Vive y deja morir. La peste, jornada sexta

19/03/20. Vuelve la temperatura de zombie, 36 clavados. Pero siento durante el día como si las neuronas fueran y vinieran y me pregunto si ha llegado ya. Como si el cuerpo luchara ese especie de combate que sientes a veces con las alergias primaverales. Se ejecuta con precisión el cambio de agua sucesivo del bacalao para que mañana haya pil-pil.

Muertos, curvas y miedos: Juanjo Carmena tenía razón. No hay forma de poder ver ni tomar en serio los números reales, mucho menos los de las muertes. Sigo rellenando mi hojita y me sigue pareciendo pavoroso. Juanjo dice que sólo sabremos la verdad cuando podamos ver las estadísticas de muertos por neumonía. Me entra un frenesí de buscador y encuentro toneladas de información de neumonía: se mueren una barbaridad, nueve mil al año, noventa mil hospitalizados, dieciocho muertos por cada cien mil habitantes que son 180 por millón: un montón más que los que tenemos ahora pero, ¿en cuánto tiempo han sido? ¿Sólo dos semanas? El diario de la peste no llega a una. ¿Y entonces? ¿Si el sistema puede resistir tanta neumonía, por qué, por qué, por qué, vivimos encerrados? Todo el mundo mira (miramos) si la curva se aplana y empiezan a enfermar menos que el día anterior, que la semana anterior…

Cada tarde se abren las contraventanas de los vecinos al unísono. Y suenan los aplausos a los médicos y no sé y si a estas alturas a los camioneros y los reponedores de supermercados. La coordinación de mis vecinos me deja turulato. ¿Tienen un grupo de Whatsapp u otro dolor de cabeza por el estilo que hacen que actúen como un resorte? Son como tres movimientos mecánicos y con el mismo ritmo cada tarde: el de la contraventana al abrirse, el paso a nuestros microbalcones y el aplauso. Un, dos, tres. Al acabar alguien inicia una forma de rumba, suena Gloria Gaynor a toda pastilla. En esta calle rebotan todos los sonidos como en una caja de resonancia perfecta. Los quiero matar: vivo con un silencio extremo que es la mejor noticia de la plaga. Paco Sierra pasa una imagen de su barrio en la noche: parece que la gente ilumina las terrazas de los áticos y suena la música en medio de luces parpadeantes. Parece que todo el mundo busca válvulas de escape. I will survive. Al aburrimiento, supongo. A la inercia. Al peso que debe aumentar por el sedentarismo.

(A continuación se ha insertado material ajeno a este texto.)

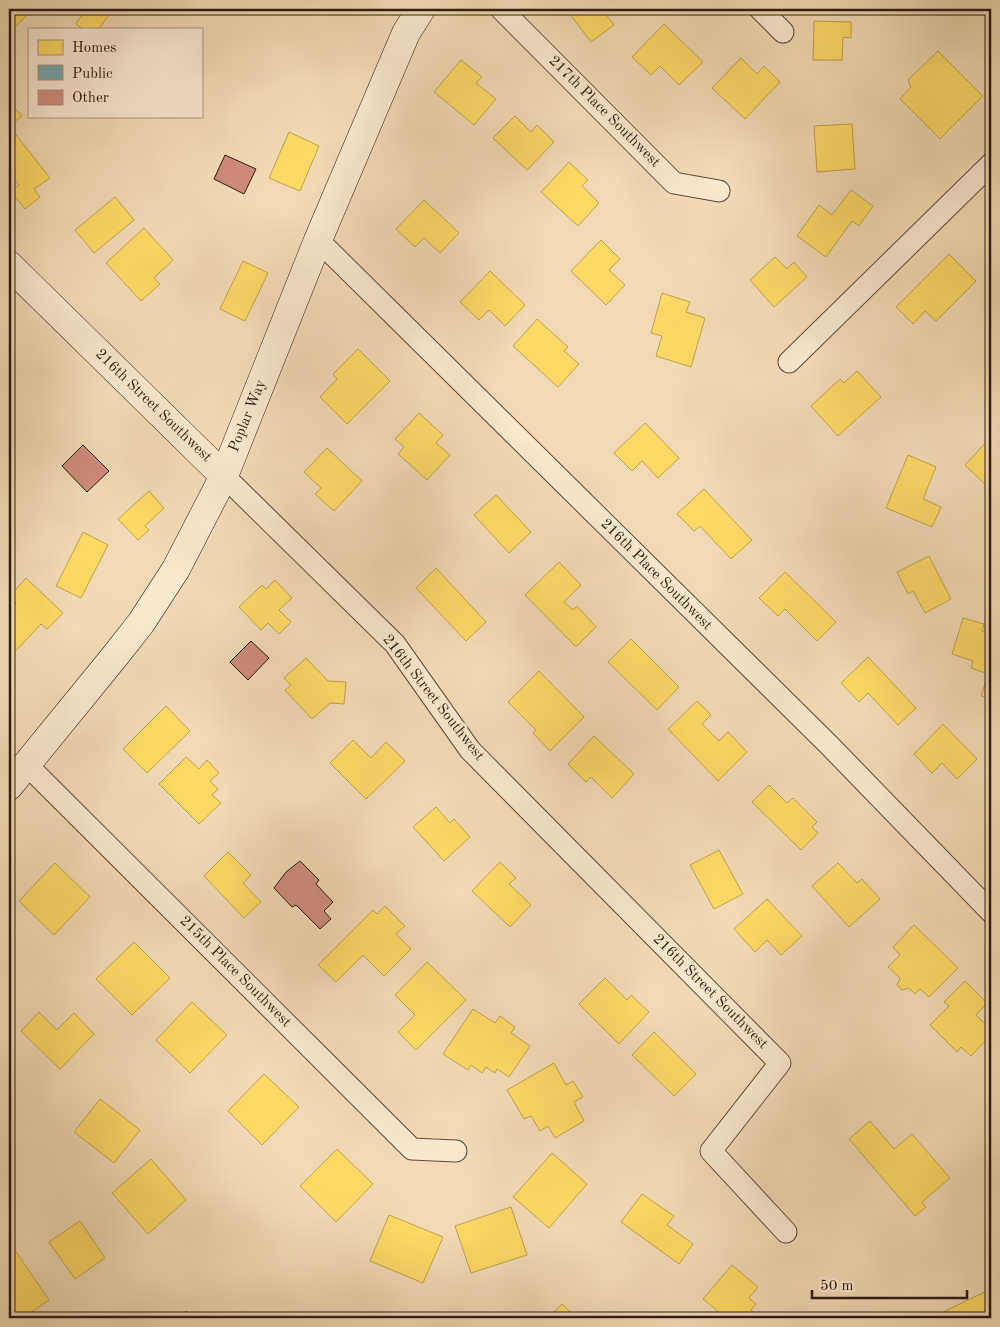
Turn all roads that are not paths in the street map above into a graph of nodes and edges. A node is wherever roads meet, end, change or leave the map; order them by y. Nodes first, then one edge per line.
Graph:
1 (420, 9) edge
2 (501, 9) edge
3 (760, 9) edge
4 (783, 32) dead end
5 (991, 164) edge
6 (719, 191) dead end
7 (318, 240) junction
8 (9, 265) edge
9 (789, 362) dead end
10 (224, 476) junction
11 (27, 765) junction
12 (9, 786) edge
13 (991, 912) edge
14 (456, 1151) dead end
15 (786, 1232) dead end

1 - 7 main road, Poplar Way
2 - 6 street, 217th Place Southwest
3 - 4 street
5 - 9 street
7 - 10 main road, Poplar Way
7 - 13 street, 216th Place Southwest
8 - 10 main road, 216th Street Southwest
10 - 11 main road, Poplar Way
10 - 15 street, 216th Street Southwest
11 - 12 main road, Poplar Way
11 - 14 street, 215th Place Southwest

¿El estado te salvará? Todo el mundo encuentra un Pisuerga con la peste. Yo también, seguro. Nadie duda en este momento de la superioridad del sistema público de salud que nos salvará. De repente han olvidado las listas de espera y por qué las clínicas privadas encuentran -encontraban- clientes cuando la pura racionalidad te diría: frente a lo gratis (there ain’t no such thing as a free lunch) qué puede hacer lo que reclama precio. Parecería una conversación sobre arte y piratería. Todo es más complejo que lo intuitivamente aparente. En Italia se ha tomado el criterio de dejar a su suerte a los mayores de ochenta años ante la incapacidad de poder atenderlos a todos: preferencia de equipamiento para los que tienen más opciones de sobrevivir. Se acerca ese momento a España. Uno se imagina que es como un cirujano de guerra rodeado de almas desangrándose sin remedio y sólo unas horas de cirugía: elige al que cree que puede salvar. Se comprende. Recursos escasos, fines infinitos. ¿Pero y si es tu padre? Es su vida, no la de los demás. ¿Puedo actuar por mi cuenta y saltarme todas las restricciones del estado de alarma, cruzar el mar que sea y llevarlo donde puedan mantenerlo con vida? Me juro que haré eso con el mío si llega el caso, que por Tutatis no ha de llegar.